Kendra Steiner Editions (Bill Shute)

September 26, 2021

Dean Jagger in C-MAN (1949), with John Carradine

Filed under: Uncategorized — kendrasteinereditions @ 1:50 am

offbeat but interesting indie crime-noir film

The few who know this film are probably either hardcore film-noir completists or hardcore John Carradine fans who must have every film “the master” appeared in. I’m glad I recently had an opportunity to view the film, because it is a fascinating independently-made crime-noir film with a number of unique touches. Most of the film is shot either on location on the streets of New York or in VERY small low-budget sets. The location shooting is quite interesting, using unexpected camera angles and giving the film a kind of documentary feel–one suspects that director Joseph Lerner and cinematographer Gerald Hirschfeld were familiar with the Italian neo-realists. I could watch hours of this kind of footage, capturing 1949 New York, as it was experienced by people on foot, through great low-angle shots. And the musical score, by Gail Kubik, is quite avant-garde–sections of it sounding like early John Cage or Stan Kenton at his most atonal. Ms. Kubik was obviously a fine composer who adapted her avant-garde music well to a crime film–I’m anxious to hear some of her other work.
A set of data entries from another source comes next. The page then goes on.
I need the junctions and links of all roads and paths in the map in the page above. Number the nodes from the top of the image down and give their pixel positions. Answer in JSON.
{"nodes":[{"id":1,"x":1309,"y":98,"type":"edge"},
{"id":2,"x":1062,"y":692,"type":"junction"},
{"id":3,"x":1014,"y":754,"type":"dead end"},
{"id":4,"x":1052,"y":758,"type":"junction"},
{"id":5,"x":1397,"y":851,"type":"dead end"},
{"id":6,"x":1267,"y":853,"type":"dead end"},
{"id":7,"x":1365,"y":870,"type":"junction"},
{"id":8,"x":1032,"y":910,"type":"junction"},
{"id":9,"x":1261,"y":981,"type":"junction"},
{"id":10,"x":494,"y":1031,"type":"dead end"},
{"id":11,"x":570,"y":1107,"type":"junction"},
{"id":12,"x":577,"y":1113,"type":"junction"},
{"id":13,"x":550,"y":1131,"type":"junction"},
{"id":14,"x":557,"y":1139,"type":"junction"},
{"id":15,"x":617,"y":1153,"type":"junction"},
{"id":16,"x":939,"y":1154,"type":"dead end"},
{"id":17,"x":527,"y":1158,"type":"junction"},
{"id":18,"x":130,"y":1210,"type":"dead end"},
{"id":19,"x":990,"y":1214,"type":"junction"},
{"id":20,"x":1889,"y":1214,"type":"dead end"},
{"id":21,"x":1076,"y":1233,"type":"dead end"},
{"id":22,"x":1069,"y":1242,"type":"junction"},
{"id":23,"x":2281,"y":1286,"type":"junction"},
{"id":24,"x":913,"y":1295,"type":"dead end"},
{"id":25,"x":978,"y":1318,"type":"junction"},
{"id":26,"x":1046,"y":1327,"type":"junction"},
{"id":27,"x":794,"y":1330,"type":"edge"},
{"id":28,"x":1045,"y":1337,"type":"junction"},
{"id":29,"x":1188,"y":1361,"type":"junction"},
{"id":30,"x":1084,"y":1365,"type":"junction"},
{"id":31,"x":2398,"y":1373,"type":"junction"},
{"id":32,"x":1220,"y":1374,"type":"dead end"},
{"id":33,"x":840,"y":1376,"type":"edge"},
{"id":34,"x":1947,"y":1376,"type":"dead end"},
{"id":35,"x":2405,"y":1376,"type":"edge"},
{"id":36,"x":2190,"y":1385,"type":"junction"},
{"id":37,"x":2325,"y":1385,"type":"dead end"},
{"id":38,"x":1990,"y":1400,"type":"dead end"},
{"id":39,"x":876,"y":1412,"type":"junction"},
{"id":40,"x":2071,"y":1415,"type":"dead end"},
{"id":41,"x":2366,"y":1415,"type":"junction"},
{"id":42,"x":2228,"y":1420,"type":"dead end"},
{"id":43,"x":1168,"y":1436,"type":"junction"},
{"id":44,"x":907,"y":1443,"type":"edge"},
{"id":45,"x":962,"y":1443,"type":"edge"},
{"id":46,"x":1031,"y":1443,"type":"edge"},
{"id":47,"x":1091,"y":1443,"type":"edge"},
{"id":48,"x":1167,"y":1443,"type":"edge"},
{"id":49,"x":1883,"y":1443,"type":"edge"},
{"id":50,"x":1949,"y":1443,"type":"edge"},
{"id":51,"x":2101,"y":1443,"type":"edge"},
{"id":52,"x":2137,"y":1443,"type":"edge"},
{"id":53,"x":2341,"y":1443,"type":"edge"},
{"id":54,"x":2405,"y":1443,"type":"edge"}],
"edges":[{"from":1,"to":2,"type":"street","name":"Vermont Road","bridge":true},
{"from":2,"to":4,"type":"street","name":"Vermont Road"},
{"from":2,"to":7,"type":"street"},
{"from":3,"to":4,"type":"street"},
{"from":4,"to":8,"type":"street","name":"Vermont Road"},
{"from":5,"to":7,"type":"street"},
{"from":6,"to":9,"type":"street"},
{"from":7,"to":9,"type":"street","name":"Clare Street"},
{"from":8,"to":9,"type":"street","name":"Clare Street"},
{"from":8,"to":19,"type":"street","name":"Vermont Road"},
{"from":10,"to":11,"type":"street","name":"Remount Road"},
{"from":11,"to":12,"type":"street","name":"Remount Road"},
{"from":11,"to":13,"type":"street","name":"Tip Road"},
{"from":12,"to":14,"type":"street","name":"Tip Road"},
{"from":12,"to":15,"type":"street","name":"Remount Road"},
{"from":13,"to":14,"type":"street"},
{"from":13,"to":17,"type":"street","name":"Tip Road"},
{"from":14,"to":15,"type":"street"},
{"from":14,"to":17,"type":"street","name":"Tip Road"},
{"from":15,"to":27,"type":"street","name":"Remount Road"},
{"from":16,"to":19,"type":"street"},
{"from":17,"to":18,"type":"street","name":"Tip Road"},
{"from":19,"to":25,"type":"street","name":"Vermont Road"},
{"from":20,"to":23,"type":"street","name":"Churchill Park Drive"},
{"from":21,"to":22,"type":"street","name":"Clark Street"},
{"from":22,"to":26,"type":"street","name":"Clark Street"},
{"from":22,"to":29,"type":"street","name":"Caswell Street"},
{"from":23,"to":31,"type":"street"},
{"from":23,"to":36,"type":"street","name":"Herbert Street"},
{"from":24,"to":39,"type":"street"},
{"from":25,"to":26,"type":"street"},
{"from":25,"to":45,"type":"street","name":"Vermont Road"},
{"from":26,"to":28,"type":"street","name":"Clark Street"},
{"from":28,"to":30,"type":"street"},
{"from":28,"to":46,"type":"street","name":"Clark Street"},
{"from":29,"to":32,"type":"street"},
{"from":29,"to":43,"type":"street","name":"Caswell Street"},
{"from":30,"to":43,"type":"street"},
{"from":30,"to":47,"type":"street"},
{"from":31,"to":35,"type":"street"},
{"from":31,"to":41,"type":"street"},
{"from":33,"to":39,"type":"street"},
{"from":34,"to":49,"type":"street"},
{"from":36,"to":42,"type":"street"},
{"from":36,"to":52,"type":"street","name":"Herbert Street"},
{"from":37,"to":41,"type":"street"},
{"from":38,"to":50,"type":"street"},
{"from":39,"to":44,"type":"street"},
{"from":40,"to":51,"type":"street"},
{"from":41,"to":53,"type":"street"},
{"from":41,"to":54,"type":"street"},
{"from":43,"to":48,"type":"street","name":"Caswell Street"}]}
Dean Jagger is not the most convincing tough guy, but he is a good enough actor to handle the expository dialogue and unnecessary voice-overs and make them sound SOMEWHAT natural! Lottie Elwen, playing a woman from Holland whom Jagger meets and who gets the mystery, such as it is, in motion, is quite seductive and was an excellent choice for the role. John Carradine can create a distinctive supporting character in his sleep, and once again he does that here as a fallen, now-crooked doctor who has had his medical license revoked (he’s only in a few scenes). We should, with hindsight, give credit to the filmmakers who were obviously working on a VERY low budget, yet created a distinctive looking film and a film with lots of atmosphere. Fans of obscure noir-crime films should seek it out; although it’s certainly not a flawless classic, there’s something real and raw and spontaneous about it, and that quality transcends any other limitations the film has.